Aku pun semakin terisak mengetahui hal itu, aku tidak ingin dia tahu apa yang telah menimpanya. Habis kataku untuk berucap, hanya deraian air mata yang bisa mengungkapkannya.
♥♥♥
Tegar, Aku harus tegar! Aku harus menemaninya di saat sulit seperti itu. Kukepalkan tangan lalu melangkah mantap di koridor rumah sakit, dimana Donghae dipindahkan dan dirawat disana. Aku pun berpapasan dengan berberapa perawat yang berlalu-lalang, senyumku yang tadi merekah perlahan sirna.
Tak kutemukan Donghae di kamar inapnya, hanya sepucuksuratsalam perpisahan yang ditinggalkannya sebagai tanda bahwa Ia sudah tak lagi disana. “Kelak jangan pernah mengharapku untuk kembali padamu lagi, karena aku telah hilang dan akan menghilang.” Kata-kata ini persis seperti yang dikatakannya dalam mimpiku waktu itu. Aku pun bungkam barang sejenak, lalu berlari keluar untuk mencari keberadaannya. Berlari ku ke taman rumah sakit, lalu beralih lagi ke halaman depan.
Asa ku pun putus, air mataku kering menangisi kepergiaannya. Sampai akhirnya aku terdampar dipadangilalang yang biasanya kami kunjungi.KutemukanIayang duduk seorang diri di atas batu besar sambil menatap laut dan tampak disampingnya tongkat tergeletak.
“Oppa!” Panggilku segera. “Kenapa tiba-tiba saja kau pergi?” Nafasku tersengal-sengal.
“Bukankah, aku sudah katakan padamu agar jangan mengharapku kembali lagi.” Bentaknya dengan nada tinggi membuatku tersentak.
Lekas kupeluk ia dari belakang, kulingkarkan kedua lenganku di bahunya. “Oppa, kau tidak boleh bicara seperti itu.” Tangis menjadi melodi dari tiap kata yang terurai dari mulutku. “Biarkan aku menemanimu.”
“Aku tak bisa kembali padamu. Apa kau tidak lihat sekarang kakiku pincang.” Bentaknya lagi sembari memperlihatkan kaki kanannya yang telah hilang. “Aku tak bisa lagi berlarian mengejarmu seperti waktu itu, atau pun menggendongmu pulang ke rumah.” Air matanya pun juga tumpah dan nada bicaranya semakin tinggi.
Nafas kutarik dalam-dalam, aku pun berusaha tenang. “Kalau memang kau tidak bisa kembali padaku, biarkan aku yang datang kepadamu. Kalau memang kau tidak bisa mengejarku, biarkan aku tetap diam di tempat dimana aku berpijak sekarang. Aku ingin selalu bersama Donghae Oppa, tak peduli seperti apapun keadaanmu.”
“Yoona! Sebaiknya kau cari saja orang lain yang jauh lebih baik dibandingkan aku.” Donghae terus saja bersikeras memintaku untuk meninggalkannya.

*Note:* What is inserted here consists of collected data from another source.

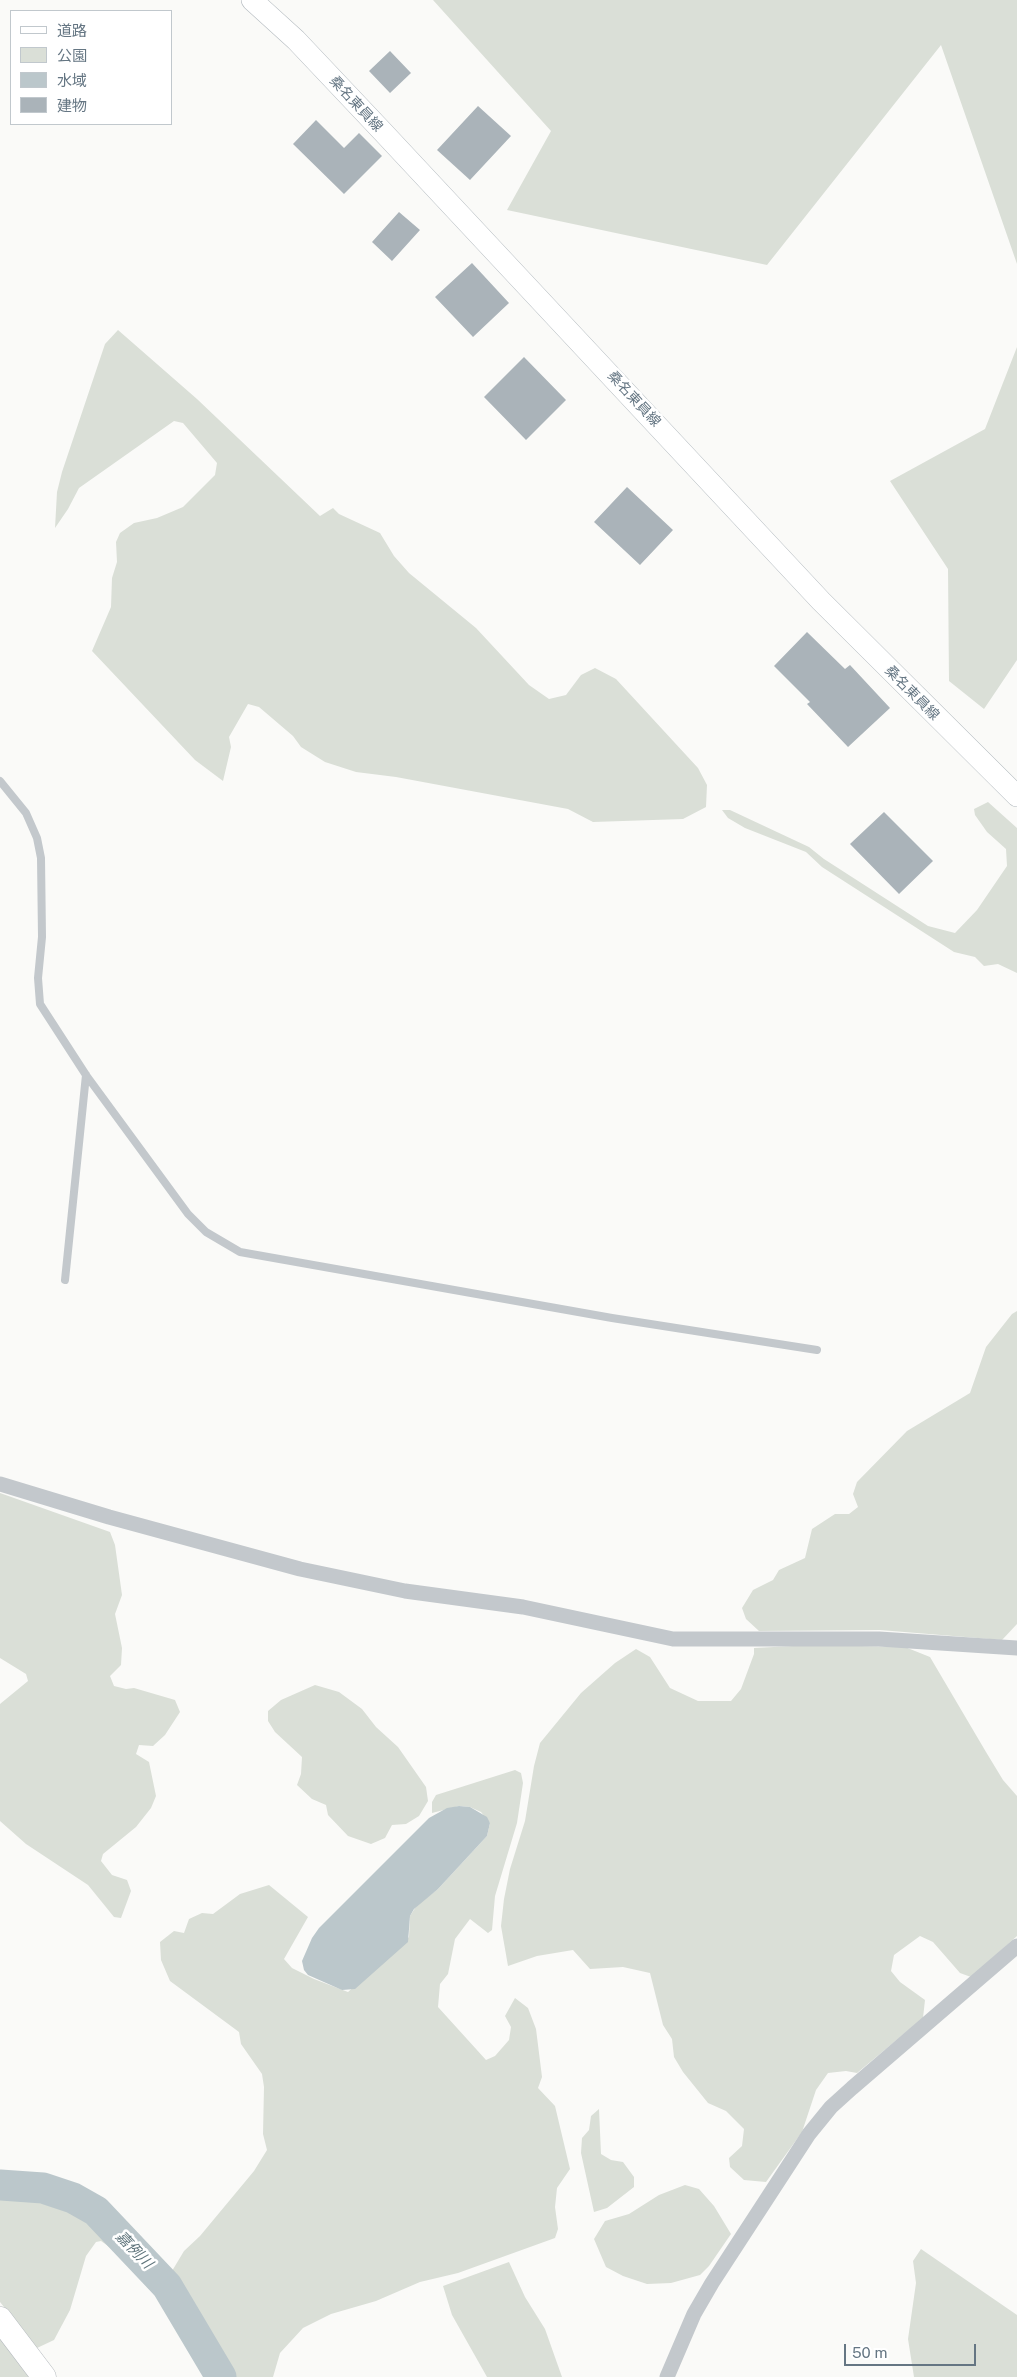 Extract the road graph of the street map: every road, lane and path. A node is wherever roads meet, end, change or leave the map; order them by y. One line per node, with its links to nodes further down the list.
1 (252, 0): 3 (main road, 桑名東員線)
2 (0, 781): 4 (lane)
3 (1017, 796)
4 (86, 1075): 5 (lane); 6 (lane)
5 (66, 1280)
6 (817, 1350)
7 (0, 1484): 8 (street)
8 (1017, 1648)
9 (1017, 1946): 12 (street)
10 (0, 2319): 11 (main road)
11 (44, 2377)
12 (666, 2377)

“Tapi, orang yang kucintai itu adalah kau Oppa! Orang yang kuinginkan untuk hidup mendampingiku itu adalah adalah kau. Tidak bisakah kau sekali saja mengerti, bahwa kucintai kau apa adanya.”
“Yoona!”
Tak kupedulikan dia yang beberapa kali coba menjauhkanku dan melepaskan dekapanku. Kupejamkan mata lalu mengencangkan lagi lenganku yang melingkar di bahunya. “Aku mencintaimu, oppa!” Bisikku. Kalimat itu pun mampu meluluhkan hati dan menggoyahkan pendiriannya, dia tak berdaya dan pasrah saja. Membiarkanku untuk terus memeluknya dari belakang.
Flashback end
Hujan yang tadi menguyur kota pun berhenti seketika, tampak sosoknya yang melangkah pelan di koridor kampus. Segera ku keluar dari ruang seni untuk menemuinya, tampak disana lelakiku, Lee Donghae yang berjalan menggunakan kaki palsu.
“Oppa!!” Panggilku segera, segera ku raih lengannya, lalu kugandeng Ia melewati lorong koridor yang sepi itu.
Senyum yang dulu sempat redup itu kembali bersinar, sungguh sebuah senyuman yang menenangkan batinku.
“Kau mau makan dimana hari ini?”
“Dimana saja.”
Tak peduli seperti apa dirimu sekarang, yang terpenting kau masih bisa bernafas dengan damai disampingku persis seperti dua tahun lalu sebelum musibah itu menimpamu. Kelak jika suatu saat kau merasa dunia kembali mempermainkanmu, ingatlah selalu akan ada aku di sini denganmu, Oppa. Kurengkuh tangannya erat seraya membantunya untuk terus berjalan.